# KI und Arbeit in Hochsauerlandkreis

Im Hochsauerlandkreis arbeiten 111.420 Menschen. Handwerksberufe sind hier ungewöhnlich stark vertreten — und in diesem Feld gilt praktisch jede eingeordnete Tätigkeit als von KI nicht berührt.

*Kanonische Fassung dieser Seite: https://veniora.de/kreis/hochsauerlandkreis*

## Die Lage

- **111.420** Beschäftigte in Hochsauerlandkreis
- **27.005** in deutlich von KI betroffenen Tätigkeiten
- **43.904** in nicht von KI betroffenen Tätigkeiten

## Wie sich die Beschäftigung verteilt

| Kategorie | Beschäftigte |
| --- | ---: |
| nicht betroffen | 43.904 |
| nicht oder gering betroffen | 12.261 |
| gering betroffen | 13.465 |
| gering oder deutlich betroffen | 6.966 |
| deutlich betroffen | 27.005 |
| Stufe ungewiss | 1.896 |
| keine Einstufung möglich | 1.793 |

## Berufsfelder

- Techniker und gleichrangige nichttechnische Berufe: 23.535 Beschäftigte
- Handwerks- und verwandte Berufe: 18.124 Beschäftigte
- Bürokräfte und verwandte Berufe: 14.487 Beschäftigte
- Dienstleistungsberufe und Verkäufer: 13.592 Beschäftigte
- Akademische Berufe: 12.620 Beschäftigte
- Hilfsarbeitskräfte: 11.886 Beschäftigte
- Bediener von Anlagen und Maschinen und Montageberufe: 10.191 Beschäftigte
- Führungskräfte: 2.055 Beschäftigte
- Fachkräfte in Land- und Forstwirtschaft und Fischerei: 801 Beschäftigte

## Was daran bemerkenswert ist

Der Hochsauerlandkreis ist ein Kreis der Werkstätten. Handwerks- und verwandte Berufe stellen das zweitgrößte Feld und sind deutlich stärker besetzt als im typischen Kreis. Was sich dort einordnen lässt, fällt fast ausnahmslos in die Kategorie „nicht betroffen“; ein kleiner Rest lässt sich gar nicht einstufen.

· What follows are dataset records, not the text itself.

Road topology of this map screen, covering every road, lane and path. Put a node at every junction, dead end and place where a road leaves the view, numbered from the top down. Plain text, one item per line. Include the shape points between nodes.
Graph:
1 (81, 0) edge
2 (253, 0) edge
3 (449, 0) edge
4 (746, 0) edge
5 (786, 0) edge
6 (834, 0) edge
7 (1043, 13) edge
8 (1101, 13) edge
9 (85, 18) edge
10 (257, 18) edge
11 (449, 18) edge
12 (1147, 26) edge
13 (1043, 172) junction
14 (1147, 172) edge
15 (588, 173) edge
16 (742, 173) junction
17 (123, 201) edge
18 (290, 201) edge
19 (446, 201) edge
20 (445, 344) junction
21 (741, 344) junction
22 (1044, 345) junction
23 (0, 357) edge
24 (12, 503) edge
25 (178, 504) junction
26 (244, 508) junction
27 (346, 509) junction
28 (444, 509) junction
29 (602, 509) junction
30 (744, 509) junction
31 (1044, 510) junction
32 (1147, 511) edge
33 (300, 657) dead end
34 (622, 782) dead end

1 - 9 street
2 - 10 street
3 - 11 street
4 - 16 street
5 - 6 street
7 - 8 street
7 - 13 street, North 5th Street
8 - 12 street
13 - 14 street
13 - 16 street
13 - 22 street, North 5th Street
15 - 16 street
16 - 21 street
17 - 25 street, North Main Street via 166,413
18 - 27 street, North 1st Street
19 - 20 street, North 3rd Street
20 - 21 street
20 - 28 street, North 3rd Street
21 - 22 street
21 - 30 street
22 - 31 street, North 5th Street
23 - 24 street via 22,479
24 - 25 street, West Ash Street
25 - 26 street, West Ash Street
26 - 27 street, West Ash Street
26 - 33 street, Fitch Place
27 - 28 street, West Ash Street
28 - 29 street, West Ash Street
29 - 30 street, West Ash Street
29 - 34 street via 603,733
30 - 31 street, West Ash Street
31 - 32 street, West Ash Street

Dagegen steht ein Feld, das genau umgekehrt liegt: die Bürokräfte. Sie sind hier eher schwach besetzt, aber von der Beschäftigung, für die eine Einordnung vorliegt, gilt der weit überwiegende Teil als deutlich berührbar. Zwei Felder, zwei Richtungen — nur ist das Handwerk hier das größere Gewicht.

Dazu passt die Qualifikationsstruktur. Fachkrafttätigkeiten liegen über dem typischen Kreis, Expertentätigkeiten darunter. In der Summe bleibt der Anteil deutlich berührbarer Tätigkeiten unter dem typischen deutschen Kreis, der Anteil nicht berührbarer darüber.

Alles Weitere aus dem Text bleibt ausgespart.